A new Family of Hybrid Classical Polynomial Kernels in Density Estimation
- February 18, 2021
- Posted by: RSIS Team
- Categories: IJRIAS, Mathematics
International Journal of Research and Innovation in Applied Science (IJRIAS) | Volume VI, Issue I, January 2021 | ISSN 2454–6186
A new Family of Hybrid Classical Polynomial Kernels in Density Estimation
Benson Ade Afere
Department of Mathematics and Statistics,
Federal Polytechnic, Idah, Nigeria
Abstract – Kernel density estimation over the years has been placing more emphasis on the problem of the choice of optimal bandwidth. Nonetheless, the kernel function still has some roles to perform in the curve smoothing settings. Thus, in this paper, a new family of hybrid polynomial kernels is proposed. A generalized error scheme of the proposed family of kernels is constructed. A Monte Carlo experiment is performed using three univariate densities and it was discovered that the proposed family of hybrid polynomial kernels have significant low asymptotic mean integrated square error as compared with the existing family of polynomial kernels in the literature especially as the order of the kernels increases. Four real life data sets were equally used to show the performance of the proposed new family. It was observed that the proposed hybrid kernels perform well for the data sets considered.
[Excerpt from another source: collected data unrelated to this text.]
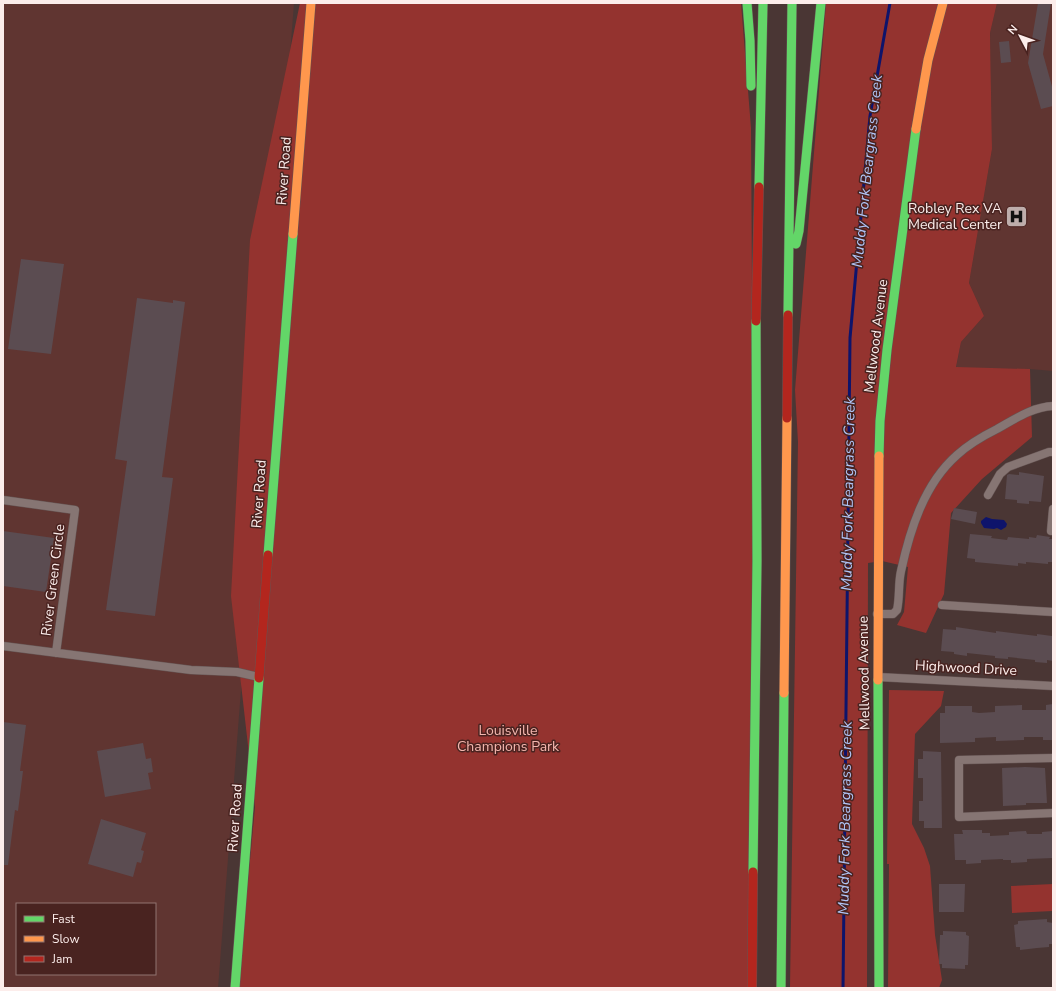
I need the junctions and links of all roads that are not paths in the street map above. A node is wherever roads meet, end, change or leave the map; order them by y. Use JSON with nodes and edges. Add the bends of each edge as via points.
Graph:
{"nodes":[{"id":1,"x":311,"y":3,"type":"edge"},
{"id":2,"x":747,"y":3,"type":"edge"},
{"id":3,"x":763,"y":3,"type":"edge"},
{"id":4,"x":792,"y":3,"type":"edge"},
{"id":5,"x":822,"y":3,"type":"edge"},
{"id":6,"x":943,"y":3,"type":"edge"},
{"id":7,"x":751,"y":97,"type":"dead end"},
{"id":8,"x":751,"y":134,"type":"dead end"},
{"id":9,"x":788,"y":280,"type":"junction"},
{"id":10,"x":756,"y":314,"type":"junction"},
{"id":11,"x":1053,"y":406,"type":"edge"},
{"id":12,"x":1053,"y":452,"type":"edge"},
{"id":13,"x":988,"y":495,"type":"dead end"},
{"id":14,"x":3,"y":500,"type":"edge"},
{"id":15,"x":1053,"y":509,"type":"edge"},
{"id":16,"x":1051,"y":531,"type":"dead end"},
{"id":17,"x":942,"y":605,"type":"dead end"},
{"id":18,"x":1053,"y":612,"type":"edge"},
{"id":19,"x":877,"y":614,"type":"junction"},
{"id":20,"x":3,"y":646,"type":"edge"},
{"id":21,"x":56,"y":653,"type":"junction"},
{"id":22,"x":259,"y":677,"type":"junction"},
{"id":23,"x":878,"y":677,"type":"junction"},
{"id":24,"x":1053,"y":686,"type":"edge"},
{"id":25,"x":1053,"y":758,"type":"edge"},
{"id":26,"x":1053,"y":813,"type":"edge"},
{"id":27,"x":235,"y":988,"type":"edge"},
{"id":28,"x":752,"y":988,"type":"edge"},
{"id":29,"x":781,"y":988,"type":"edge"},
{"id":30,"x":879,"y":988,"type":"edge"}],
"edges":[{"from":1,"to":22,"type":"main road","name":"River Road"},
{"from":2,"to":7,"type":"main road"},
{"from":3,"to":10,"type":"main road"},
{"from":4,"to":9,"type":"main road"},
{"from":5,"to":9,"type":"main road","via":[[798,231]]},
{"from":6,"to":19,"type":"main road","name":"Mellwood Avenue","via":[[922,94],[880,418]]},
{"from":8,"to":10,"type":"main road"},
{"from":9,"to":29,"type":"main road"},
{"from":10,"to":28,"type":"main road","via":[[757,561]]},
{"from":11,"to":19,"type":"street","via":[[1031,410],[982,437],[956,455],[942,471],[919,510],[908,540],[897,610],[892,614]]},
{"from":12,"to":13,"type":"street","via":[[1008,467],[1000,474]]},
{"from":14,"to":21,"type":"street","name":"River Green Circle","via":[[75,510]]},
{"from":15,"to":16,"type":"street"},
{"from":17,"to":18,"type":"street"},
{"from":19,"to":23,"type":"main road","name":"Mellwood Avenue"},
{"from":20,"to":21,"type":"street","name":"River Green Circle"},
{"from":21,"to":22,"type":"street","name":"River Green Circle","via":[[191,670],[237,672]]},
{"from":22,"to":27,"type":"main road","name":"River Road"},
{"from":23,"to":24,"type":"street","name":"Highwood Drive"},
{"from":23,"to":30,"type":"main road","name":"Mellwood Avenue"},
{"from":25,"to":26,"type":"street","via":[[959,760],[959,817]]}]}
Keywords – Kernel density estimation, polynomial kernels, hybrid kernels, generalized global error, Monte Carlo experiment.
MSC 2010 Classification: 62G07
I. INTRODUCTION
One class of smoothing techniques used for data analysis and visualizations is the nonparametric kernel density estimator (NKDE). This method is essentially the construction of an estimate of an underlying probability density function from an observed data set. This method has been used vastly in many areas such as in random differential equations problems [12], insurance [14], archeology, banking, climatology, economics, genetics, hydrology and physiology [17]. Its vast usability is based mainly on the simpleness of its implementation and interpretation of results [18]. It has been widely asserted that NKDE method is essentially marred majorly by the difficulties that centered around the choice of optimal bandwidth and minorly by the kernel functions [19]. Nevertheless, this does not undermine the choice and even the development of kernel functions [1]. In view of this, a family of hybrid polynomial kernels is proposed in this work.